Patrick and John Collison’s Silicon Valley start-up Stripe has the potential to transform the plumbing of e-commerce globally and after signing up thousands of businesses large and small around the world they’ve launched the platform in Ireland today.
Ireland is the fourth country – and first Eurozone country – in which Stripe has launched at this stage and intends to shake up the established order of payment solutions currently “dominated by lumbering incumbent banks.”
The company’s technology provides functionality to make it easier for website owners to enable transactions, getting rid of the long drawn-out shopping cart approach and making payments as seamless and easy as buying apps or content on an iPhone.
Limerick natives John (23) and Patrick (24) formed a start-up called Shuppa in 2007, which later became known as Auctomatic. The company attracted funding from Silicon Valley venture capital firm Y Combinator and just a year later, Canadian firm Live Current Media acquired Auctomatic for $5m (€3.2m). John was 17 and Patrick was 19 at the time.
The brothers’ two-year-old Silicon Valley-headquartered company raised its first round of funding of US$2m in March 2011 from investment veterans Peter Thiel, Elon Musk, Sequoia Capital and Andreesen Horowitz. This was followed by a further funding round of US$18m in February 2012 by Sequoia Capital that at the time valued their company at US$100m. The company now employs almost 62 people in Silicon Valley and around the world.
A report in May by SecondMarket.com listed Stripe as ranking alongside Pinterest as one of Silicon Valley’s rising stars, giving it an informal valuation of US$1bn.
Towards frictionless e-commerce
A beta launch earlier this year saw a number of companies, including Boards.ie, MOR Solutions and PCH deploying the technology.

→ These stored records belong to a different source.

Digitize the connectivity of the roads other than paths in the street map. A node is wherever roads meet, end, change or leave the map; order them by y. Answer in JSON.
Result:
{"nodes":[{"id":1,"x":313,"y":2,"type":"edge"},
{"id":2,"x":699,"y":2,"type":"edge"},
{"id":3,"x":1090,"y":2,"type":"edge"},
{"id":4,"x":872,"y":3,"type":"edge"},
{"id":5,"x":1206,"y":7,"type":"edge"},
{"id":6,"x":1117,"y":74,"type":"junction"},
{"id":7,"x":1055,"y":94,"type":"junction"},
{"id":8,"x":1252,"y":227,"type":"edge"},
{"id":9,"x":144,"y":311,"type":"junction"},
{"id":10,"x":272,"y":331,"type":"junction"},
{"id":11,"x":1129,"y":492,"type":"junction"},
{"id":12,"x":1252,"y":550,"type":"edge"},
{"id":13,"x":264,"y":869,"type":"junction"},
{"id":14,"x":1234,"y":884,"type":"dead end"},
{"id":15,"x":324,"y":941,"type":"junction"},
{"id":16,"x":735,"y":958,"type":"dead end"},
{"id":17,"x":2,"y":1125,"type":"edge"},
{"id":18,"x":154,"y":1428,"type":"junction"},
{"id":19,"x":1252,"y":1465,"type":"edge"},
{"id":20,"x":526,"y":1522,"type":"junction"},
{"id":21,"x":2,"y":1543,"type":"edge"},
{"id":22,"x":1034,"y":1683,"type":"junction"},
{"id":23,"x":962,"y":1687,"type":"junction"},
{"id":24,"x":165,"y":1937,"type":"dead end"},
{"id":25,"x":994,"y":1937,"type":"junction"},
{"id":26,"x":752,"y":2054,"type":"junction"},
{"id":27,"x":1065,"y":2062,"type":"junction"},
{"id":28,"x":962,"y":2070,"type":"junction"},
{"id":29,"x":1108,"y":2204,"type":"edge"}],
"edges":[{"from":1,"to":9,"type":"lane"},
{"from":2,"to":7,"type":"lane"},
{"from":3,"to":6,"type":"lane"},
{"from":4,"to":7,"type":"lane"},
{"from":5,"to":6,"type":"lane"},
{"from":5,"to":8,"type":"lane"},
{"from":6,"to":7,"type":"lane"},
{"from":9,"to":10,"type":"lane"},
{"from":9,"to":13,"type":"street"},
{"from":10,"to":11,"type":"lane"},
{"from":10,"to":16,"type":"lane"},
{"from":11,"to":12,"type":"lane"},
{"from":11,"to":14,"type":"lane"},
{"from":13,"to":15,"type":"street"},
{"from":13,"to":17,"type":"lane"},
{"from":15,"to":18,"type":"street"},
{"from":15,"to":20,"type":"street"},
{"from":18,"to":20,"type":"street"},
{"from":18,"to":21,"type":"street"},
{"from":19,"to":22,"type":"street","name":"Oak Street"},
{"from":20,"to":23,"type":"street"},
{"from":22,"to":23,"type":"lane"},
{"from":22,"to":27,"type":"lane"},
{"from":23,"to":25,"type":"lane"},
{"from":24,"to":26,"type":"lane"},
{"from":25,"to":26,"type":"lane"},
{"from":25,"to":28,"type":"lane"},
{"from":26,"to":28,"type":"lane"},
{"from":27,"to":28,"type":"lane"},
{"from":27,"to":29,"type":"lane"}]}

“Today marks the moment where it’s open for anyone in Ireland to use – they can come to Stripe, activate instantly and be able to accept online payments within 10 minutes of setting it up,” Patrick Collison told Siliconrepublic.com.
“It completely replaces obsolete merchant account infrastructure.”
Collison explained that Stripe processes millions of dollars in payments every day and it is used by thousands of businesses around the world, including top tech names Rackspace and Foursquare.
“The key is to make e-commerce fluid,” he explained, “and not to be overbearing. It’s about providing people with tools they can use to create a commerce experience that makes sense, be that App Store-style frictionless billing or more traditional e-commerce.”
Aware of all the publicity they’ve attracted since they were teenagers, Collison wanted to insist that people understand that Stripe has been very much a product of all the people who’ve worked on it – the sum of all the parts – and not just about himself and John.
“There’s always this great temptation out there to focus on the founders. John and I may have been chronologically first on the Stripe team but everything we’ve achieved has been built with others — a great bunch of folks who’ve joined us along the way. I always get uncomfortable when people make it all about John and myself, it’s really down to the people we work with.
“Certainly we learned enough to get started, but ultimately we hope we’ve created a great environment where the best people in the world want to join us and do these things.”
While questions have been raised as to whether the brothers might steer Stripe towards an IPO or a trade sale, Collison dismisses such talk. He and John are in it for the long term.
“We’re only coming to our second anniversary post-launch. Talking about IPOs and stuff at this stage is like trying to decide the career paths of four-year-olds.
“We’ve built a really good product, it’s scaling so well and is available to all the people who want to use it. And that’s what we want to focus on for the foreseeable future.”